→ WORK ITEM
Word for word, copy each record that comes after this.

*** Opening INPUT FOR THIS TASK ***

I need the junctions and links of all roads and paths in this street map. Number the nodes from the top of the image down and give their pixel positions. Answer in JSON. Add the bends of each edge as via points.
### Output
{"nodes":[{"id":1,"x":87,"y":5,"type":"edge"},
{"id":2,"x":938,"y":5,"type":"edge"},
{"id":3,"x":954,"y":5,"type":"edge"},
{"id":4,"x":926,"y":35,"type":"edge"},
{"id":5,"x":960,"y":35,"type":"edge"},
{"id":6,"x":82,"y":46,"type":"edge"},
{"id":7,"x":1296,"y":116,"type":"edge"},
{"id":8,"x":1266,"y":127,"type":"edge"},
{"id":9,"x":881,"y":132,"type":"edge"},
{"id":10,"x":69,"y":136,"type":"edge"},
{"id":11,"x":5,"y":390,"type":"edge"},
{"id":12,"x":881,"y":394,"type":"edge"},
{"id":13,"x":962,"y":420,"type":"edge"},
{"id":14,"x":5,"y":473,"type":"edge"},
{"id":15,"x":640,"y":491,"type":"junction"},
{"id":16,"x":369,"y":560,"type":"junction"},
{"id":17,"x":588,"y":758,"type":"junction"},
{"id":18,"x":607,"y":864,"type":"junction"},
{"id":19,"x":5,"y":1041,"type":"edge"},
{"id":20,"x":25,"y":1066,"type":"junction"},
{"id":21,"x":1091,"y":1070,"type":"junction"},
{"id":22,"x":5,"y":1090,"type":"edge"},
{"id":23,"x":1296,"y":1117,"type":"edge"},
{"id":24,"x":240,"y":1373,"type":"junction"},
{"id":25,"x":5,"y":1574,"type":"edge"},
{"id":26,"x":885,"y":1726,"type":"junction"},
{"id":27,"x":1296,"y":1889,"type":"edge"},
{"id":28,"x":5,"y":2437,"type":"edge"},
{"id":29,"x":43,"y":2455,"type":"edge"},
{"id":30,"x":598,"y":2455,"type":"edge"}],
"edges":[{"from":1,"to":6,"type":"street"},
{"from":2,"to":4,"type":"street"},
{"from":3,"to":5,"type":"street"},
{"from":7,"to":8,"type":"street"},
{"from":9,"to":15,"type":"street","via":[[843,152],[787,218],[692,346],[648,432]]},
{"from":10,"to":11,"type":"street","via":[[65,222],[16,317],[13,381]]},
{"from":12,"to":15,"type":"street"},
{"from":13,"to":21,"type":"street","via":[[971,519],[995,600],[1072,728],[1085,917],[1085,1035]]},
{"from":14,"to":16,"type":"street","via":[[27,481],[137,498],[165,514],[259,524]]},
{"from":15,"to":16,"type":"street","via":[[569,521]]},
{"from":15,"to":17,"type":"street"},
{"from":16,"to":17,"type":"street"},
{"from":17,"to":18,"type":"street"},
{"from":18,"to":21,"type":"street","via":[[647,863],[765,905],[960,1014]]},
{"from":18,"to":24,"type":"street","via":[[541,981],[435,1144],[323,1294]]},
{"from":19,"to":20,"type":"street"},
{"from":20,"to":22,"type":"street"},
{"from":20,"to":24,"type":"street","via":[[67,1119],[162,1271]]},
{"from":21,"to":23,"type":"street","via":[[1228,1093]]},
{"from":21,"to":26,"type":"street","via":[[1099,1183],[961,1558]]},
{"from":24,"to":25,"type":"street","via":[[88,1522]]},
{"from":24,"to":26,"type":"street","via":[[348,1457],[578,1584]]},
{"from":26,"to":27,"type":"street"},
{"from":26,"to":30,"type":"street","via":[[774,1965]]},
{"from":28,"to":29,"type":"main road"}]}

*** Closing INPUT FOR THIS TASK ***

→ ANSWER
I need the junctions and links of all roads and paths in this street map. Number the nodes from the top of the image down and give their pixel positions. Answer in JSON. Add the bends of each edge as via points.
### Output
{"nodes":[{"id":1,"x":87,"y":5,"type":"edge"},
{"id":2,"x":938,"y":5,"type":"edge"},
{"id":3,"x":954,"y":5,"type":"edge"},
{"id":4,"x":926,"y":35,"type":"edge"},
{"id":5,"x":960,"y":35,"type":"edge"},
{"id":6,"x":82,"y":46,"type":"edge"},
{"id":7,"x":1296,"y":116,"type":"edge"},
{"id":8,"x":1266,"y":127,"type":"edge"},
{"id":9,"x":881,"y":132,"type":"edge"},
{"id":10,"x":69,"y":136,"type":"edge"},
{"id":11,"x":5,"y":390,"type":"edge"},
{"id":12,"x":881,"y":394,"type":"edge"},
{"id":13,"x":962,"y":420,"type":"edge"},
{"id":14,"x":5,"y":473,"type":"edge"},
{"id":15,"x":640,"y":491,"type":"junction"},
{"id":16,"x":369,"y":560,"type":"junction"},
{"id":17,"x":588,"y":758,"type":"junction"},
{"id":18,"x":607,"y":864,"type":"junction"},
{"id":19,"x":5,"y":1041,"type":"edge"},
{"id":20,"x":25,"y":1066,"type":"junction"},
{"id":21,"x":1091,"y":1070,"type":"junction"},
{"id":22,"x":5,"y":1090,"type":"edge"},
{"id":23,"x":1296,"y":1117,"type":"edge"},
{"id":24,"x":240,"y":1373,"type":"junction"},
{"id":25,"x":5,"y":1574,"type":"edge"},
{"id":26,"x":885,"y":1726,"type":"junction"},
{"id":27,"x":1296,"y":1889,"type":"edge"},
{"id":28,"x":5,"y":2437,"type":"edge"},
{"id":29,"x":43,"y":2455,"type":"edge"},
{"id":30,"x":598,"y":2455,"type":"edge"}],
"edges":[{"from":1,"to":6,"type":"street"},
{"from":2,"to":4,"type":"street"},
{"from":3,"to":5,"type":"street"},
{"from":7,"to":8,"type":"street"},
{"from":9,"to":15,"type":"street","via":[[843,152],[787,218],[692,346],[648,432]]},
{"from":10,"to":11,"type":"street","via":[[65,222],[16,317],[13,381]]},
{"from":12,"to":15,"type":"street"},
{"from":13,"to":21,"type":"street","via":[[971,519],[995,600],[1072,728],[1085,917],[1085,1035]]},
{"from":14,"to":16,"type":"street","via":[[27,481],[137,498],[165,514],[259,524]]},
{"from":15,"to":16,"type":"street","via":[[569,521]]},
{"from":15,"to":17,"type":"street"},
{"from":16,"to":17,"type":"street"},
{"from":17,"to":18,"type":"street"},
{"from":18,"to":21,"type":"street","via":[[647,863],[765,905],[960,1014]]},
{"from":18,"to":24,"type":"street","via":[[541,981],[435,1144],[323,1294]]},
{"from":19,"to":20,"type":"street"},
{"from":20,"to":22,"type":"street"},
{"from":20,"to":24,"type":"street","via":[[67,1119],[162,1271]]},
{"from":21,"to":23,"type":"street","via":[[1228,1093]]},
{"from":21,"to":26,"type":"street","via":[[1099,1183],[961,1558]]},
{"from":24,"to":25,"type":"street","via":[[88,1522]]},
{"from":24,"to":26,"type":"street","via":[[348,1457],[578,1584]]},
{"from":26,"to":27,"type":"street"},
{"from":26,"to":30,"type":"street","via":[[774,1965]]},
{"from":28,"to":29,"type":"main road"}]}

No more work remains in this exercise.